> _EXERCISE BRIEF_
Copy each line in the data below that contains the word "picture".

Collected data entries:
....

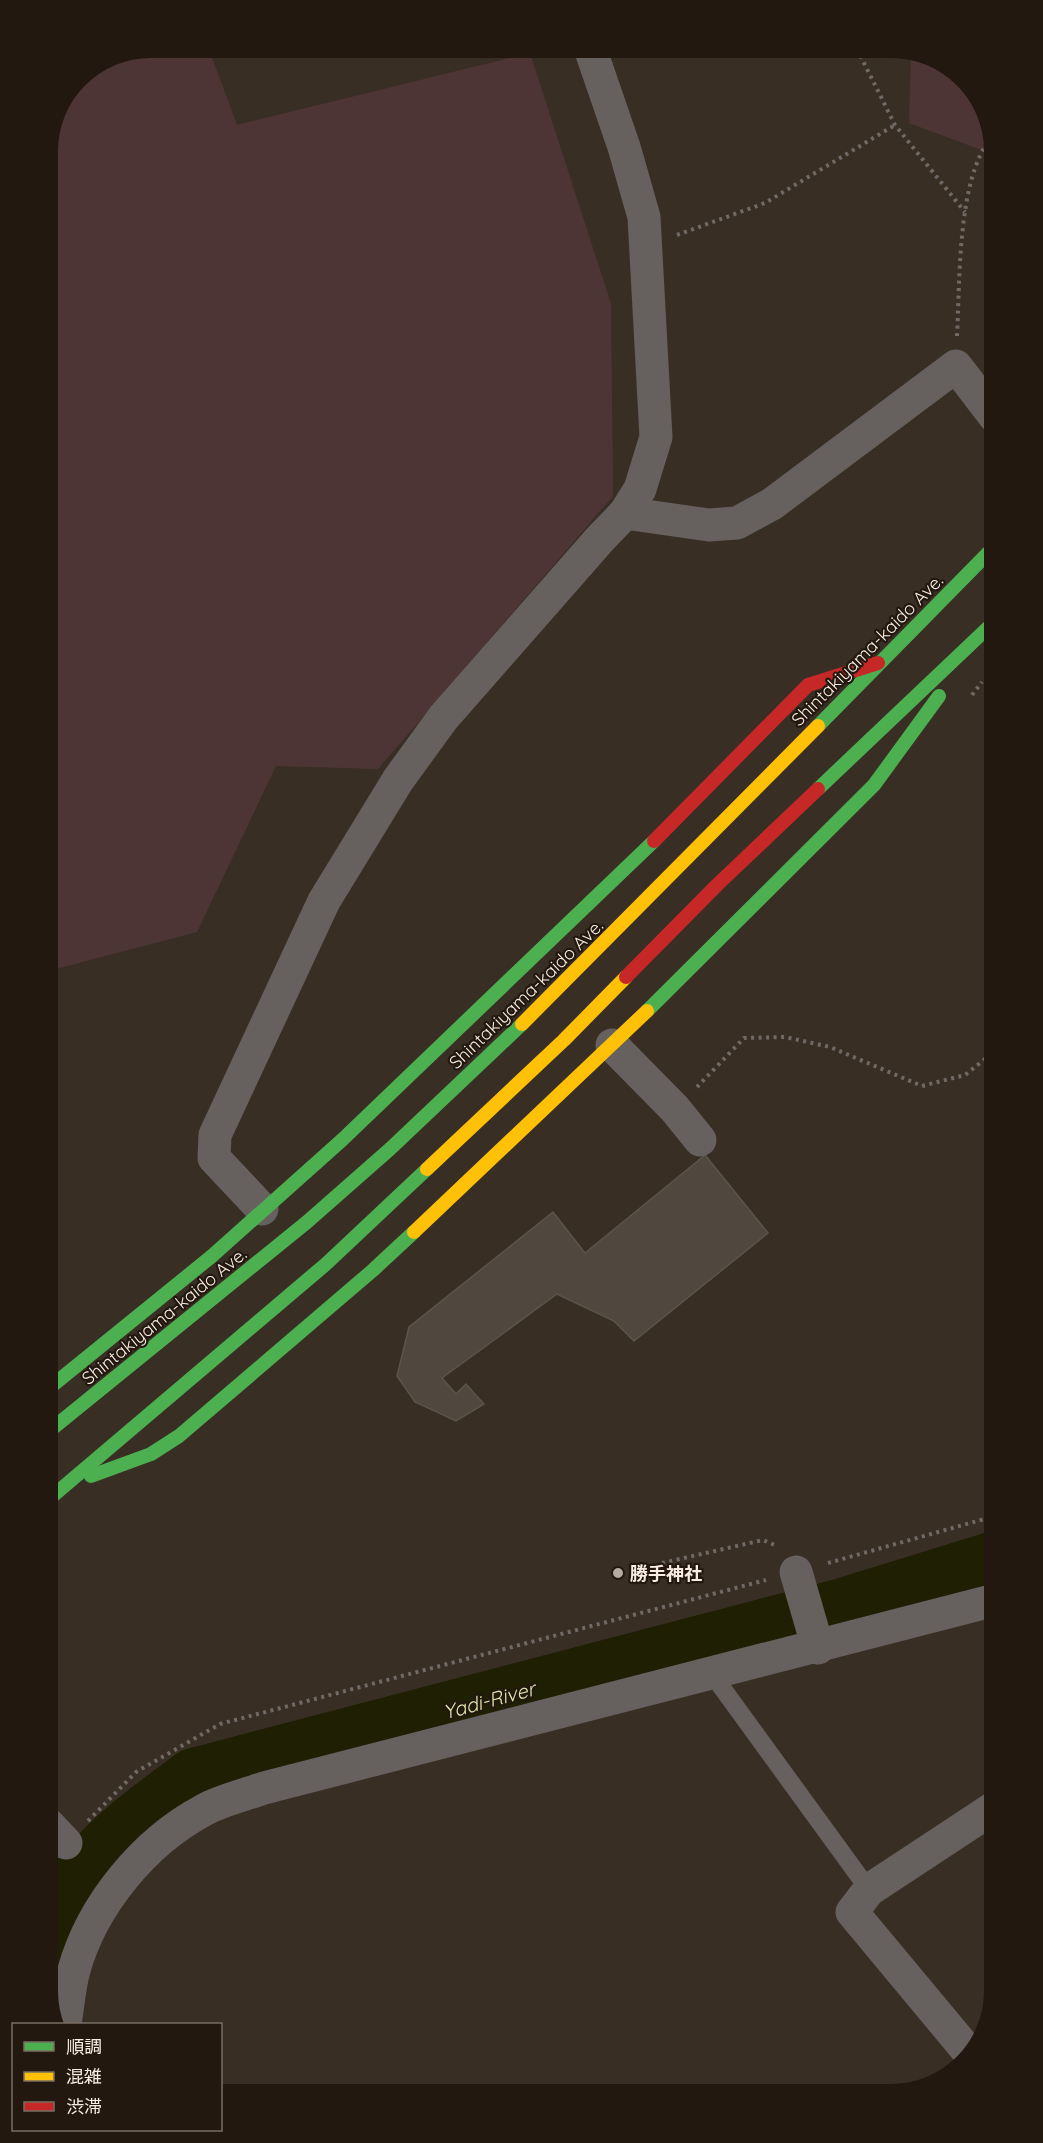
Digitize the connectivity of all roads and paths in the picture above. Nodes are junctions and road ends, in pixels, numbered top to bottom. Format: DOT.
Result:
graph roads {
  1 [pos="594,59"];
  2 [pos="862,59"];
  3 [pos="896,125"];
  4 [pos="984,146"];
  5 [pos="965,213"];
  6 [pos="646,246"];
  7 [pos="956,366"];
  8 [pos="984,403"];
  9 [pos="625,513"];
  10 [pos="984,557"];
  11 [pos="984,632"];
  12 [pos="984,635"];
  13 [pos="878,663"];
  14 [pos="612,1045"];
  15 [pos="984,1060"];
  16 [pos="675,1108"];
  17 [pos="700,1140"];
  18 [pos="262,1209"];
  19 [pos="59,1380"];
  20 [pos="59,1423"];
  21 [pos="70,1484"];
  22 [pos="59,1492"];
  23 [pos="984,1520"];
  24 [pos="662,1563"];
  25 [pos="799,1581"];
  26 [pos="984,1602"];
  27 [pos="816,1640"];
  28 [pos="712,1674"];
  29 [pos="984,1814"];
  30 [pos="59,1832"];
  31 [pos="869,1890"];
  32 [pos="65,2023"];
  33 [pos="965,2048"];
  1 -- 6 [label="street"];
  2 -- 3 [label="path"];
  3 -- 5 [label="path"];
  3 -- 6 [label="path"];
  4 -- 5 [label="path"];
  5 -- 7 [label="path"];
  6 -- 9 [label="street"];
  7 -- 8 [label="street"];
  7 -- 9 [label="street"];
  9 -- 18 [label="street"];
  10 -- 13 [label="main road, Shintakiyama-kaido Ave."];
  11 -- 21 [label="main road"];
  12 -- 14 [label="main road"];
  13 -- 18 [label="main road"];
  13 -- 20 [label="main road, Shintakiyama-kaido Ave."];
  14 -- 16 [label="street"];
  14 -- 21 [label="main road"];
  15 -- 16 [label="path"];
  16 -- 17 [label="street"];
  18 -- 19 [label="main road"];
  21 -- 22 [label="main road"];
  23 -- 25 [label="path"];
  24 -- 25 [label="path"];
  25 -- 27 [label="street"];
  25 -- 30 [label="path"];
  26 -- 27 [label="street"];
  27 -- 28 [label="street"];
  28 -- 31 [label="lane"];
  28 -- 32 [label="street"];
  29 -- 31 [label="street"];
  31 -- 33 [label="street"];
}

....

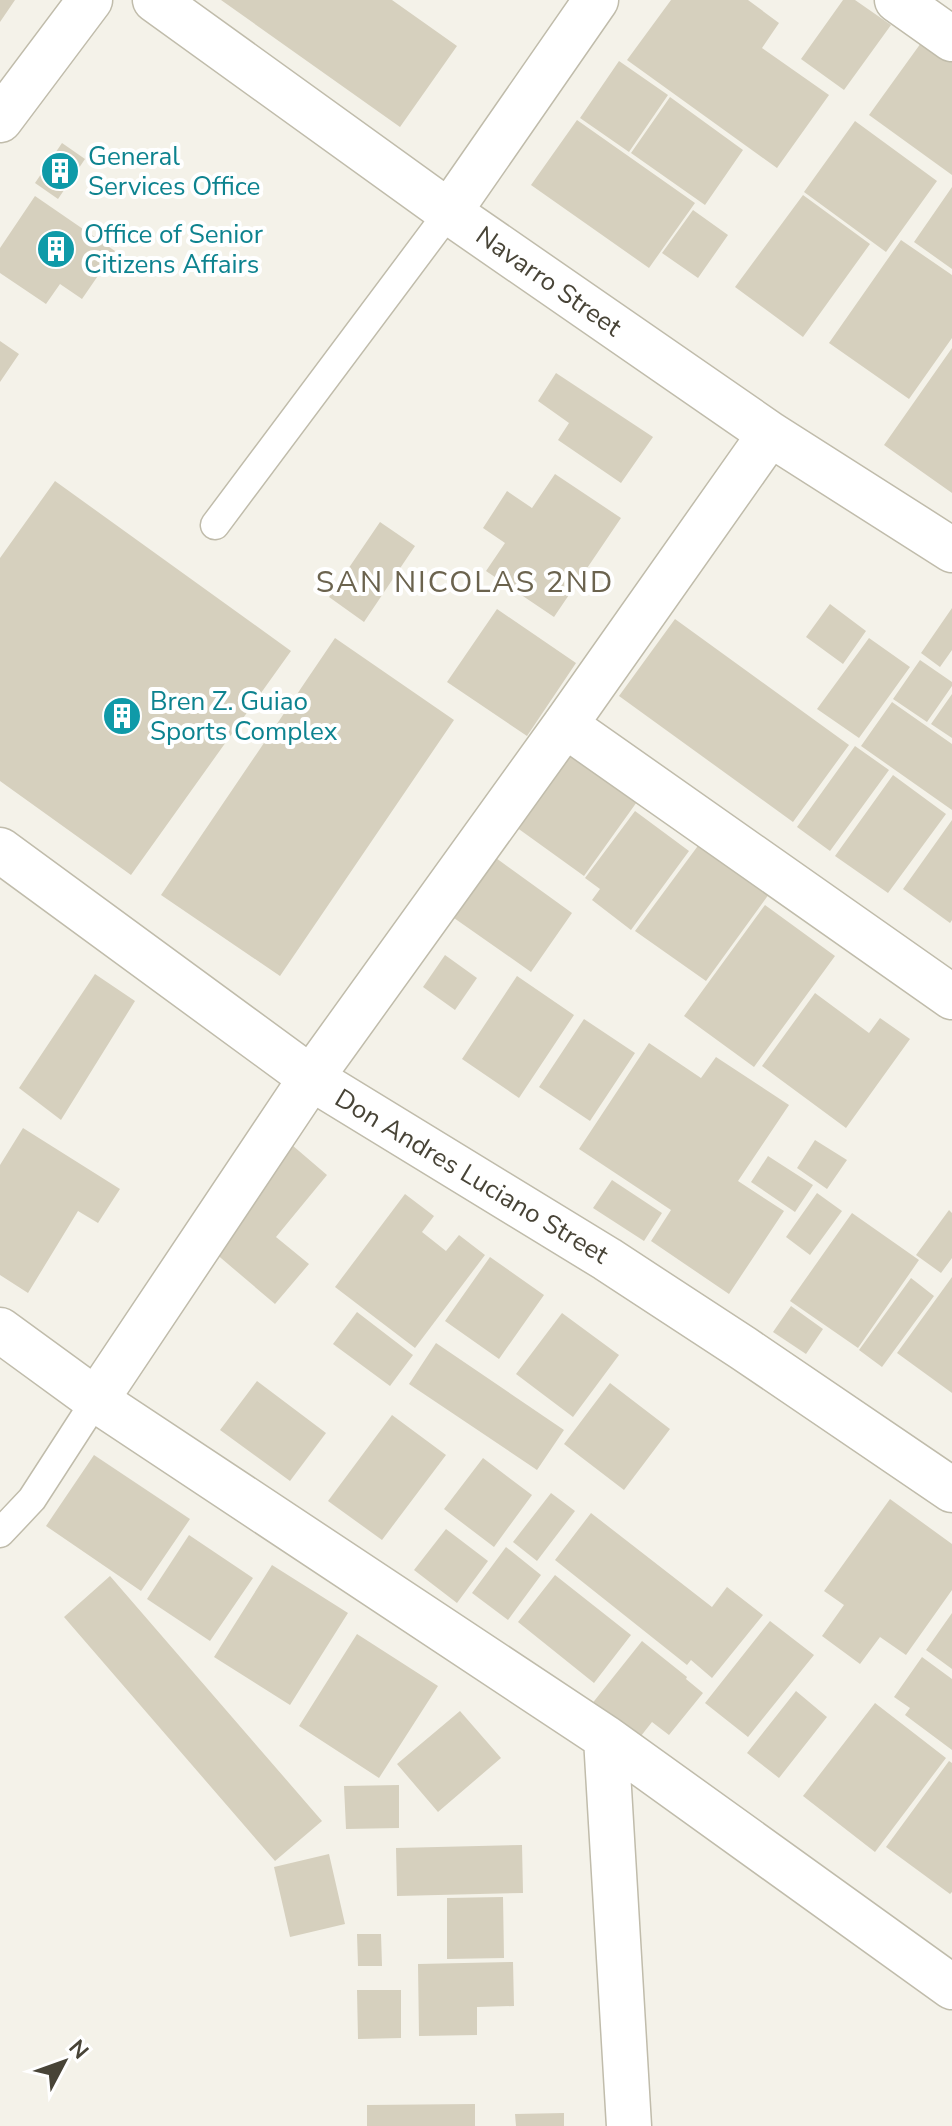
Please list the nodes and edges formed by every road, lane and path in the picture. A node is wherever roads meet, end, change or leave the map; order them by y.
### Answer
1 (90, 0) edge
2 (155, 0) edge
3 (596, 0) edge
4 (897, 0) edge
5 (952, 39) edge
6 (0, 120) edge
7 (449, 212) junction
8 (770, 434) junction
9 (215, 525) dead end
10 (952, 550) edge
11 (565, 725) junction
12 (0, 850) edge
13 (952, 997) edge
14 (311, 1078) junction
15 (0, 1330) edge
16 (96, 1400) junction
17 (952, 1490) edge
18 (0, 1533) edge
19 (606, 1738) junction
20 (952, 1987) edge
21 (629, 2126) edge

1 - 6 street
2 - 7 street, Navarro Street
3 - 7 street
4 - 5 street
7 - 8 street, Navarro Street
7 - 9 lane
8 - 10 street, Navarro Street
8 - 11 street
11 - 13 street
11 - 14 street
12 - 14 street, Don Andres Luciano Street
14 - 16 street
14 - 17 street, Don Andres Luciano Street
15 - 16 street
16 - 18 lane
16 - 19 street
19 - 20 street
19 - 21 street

....

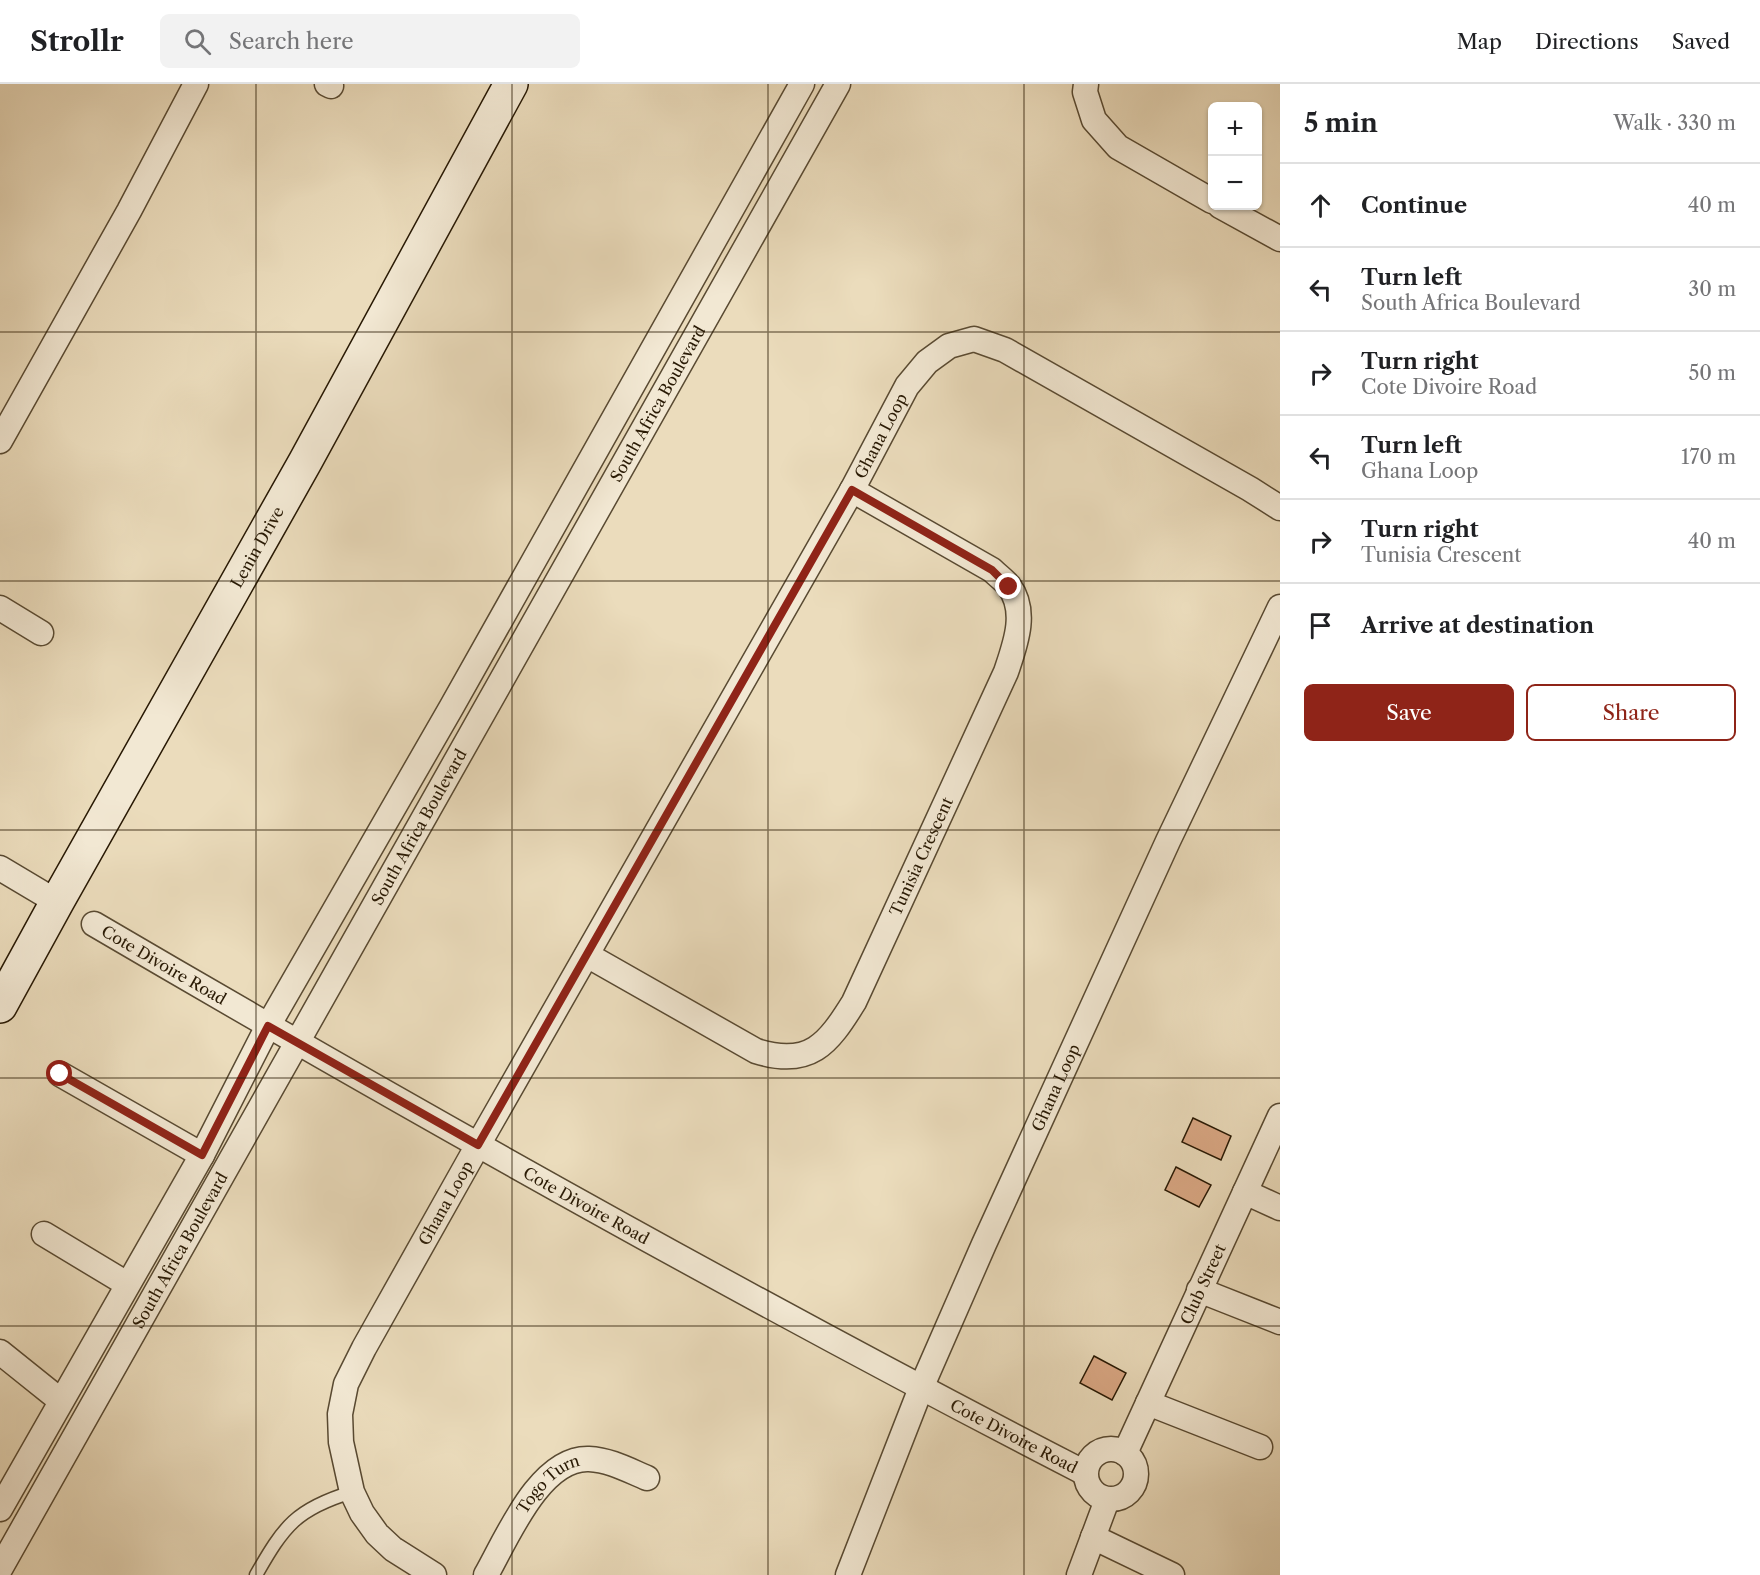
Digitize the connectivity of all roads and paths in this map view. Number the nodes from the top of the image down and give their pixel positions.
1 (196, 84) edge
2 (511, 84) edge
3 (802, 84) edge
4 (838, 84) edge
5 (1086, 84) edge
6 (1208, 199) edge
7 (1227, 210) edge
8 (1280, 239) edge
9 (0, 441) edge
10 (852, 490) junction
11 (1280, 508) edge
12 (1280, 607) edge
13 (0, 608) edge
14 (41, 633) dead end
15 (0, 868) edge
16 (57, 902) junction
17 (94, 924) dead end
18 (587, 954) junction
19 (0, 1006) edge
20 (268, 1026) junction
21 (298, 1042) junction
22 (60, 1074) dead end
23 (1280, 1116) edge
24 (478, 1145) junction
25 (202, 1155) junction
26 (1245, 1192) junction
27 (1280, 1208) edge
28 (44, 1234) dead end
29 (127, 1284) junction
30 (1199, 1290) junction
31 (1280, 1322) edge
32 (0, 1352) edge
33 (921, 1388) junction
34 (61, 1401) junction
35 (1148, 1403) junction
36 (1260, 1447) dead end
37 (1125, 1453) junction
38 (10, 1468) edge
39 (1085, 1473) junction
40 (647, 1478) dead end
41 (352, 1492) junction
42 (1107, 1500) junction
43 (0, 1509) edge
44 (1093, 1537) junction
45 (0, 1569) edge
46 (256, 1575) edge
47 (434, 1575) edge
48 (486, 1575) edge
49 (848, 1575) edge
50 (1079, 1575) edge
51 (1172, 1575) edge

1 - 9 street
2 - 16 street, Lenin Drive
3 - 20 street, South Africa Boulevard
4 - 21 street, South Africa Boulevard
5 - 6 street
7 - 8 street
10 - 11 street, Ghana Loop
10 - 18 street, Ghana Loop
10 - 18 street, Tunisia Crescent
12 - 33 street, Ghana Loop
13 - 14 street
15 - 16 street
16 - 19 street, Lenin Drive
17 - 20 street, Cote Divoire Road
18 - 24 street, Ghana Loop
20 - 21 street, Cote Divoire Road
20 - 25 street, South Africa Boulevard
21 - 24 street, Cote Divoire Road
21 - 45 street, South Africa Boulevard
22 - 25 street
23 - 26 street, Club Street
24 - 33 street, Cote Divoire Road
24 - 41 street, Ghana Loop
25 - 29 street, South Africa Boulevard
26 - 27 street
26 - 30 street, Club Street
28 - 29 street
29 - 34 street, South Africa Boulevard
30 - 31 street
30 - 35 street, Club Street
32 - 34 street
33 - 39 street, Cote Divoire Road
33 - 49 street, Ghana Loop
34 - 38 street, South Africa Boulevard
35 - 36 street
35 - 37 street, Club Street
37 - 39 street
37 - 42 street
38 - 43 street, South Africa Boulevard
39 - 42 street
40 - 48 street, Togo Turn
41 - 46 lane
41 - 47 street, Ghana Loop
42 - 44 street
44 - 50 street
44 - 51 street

....

> _WRITTEN RESPONSE_
Digitize the connectivity of all roads and paths in the picture above. Nodes are junctions and road ends, in pixels, numbered top to bottom. Format: DOT.
Please list the nodes and edges formed by every road, lane and path in the picture. A node is wherever roads meet, end, change or leave the map; order them by y.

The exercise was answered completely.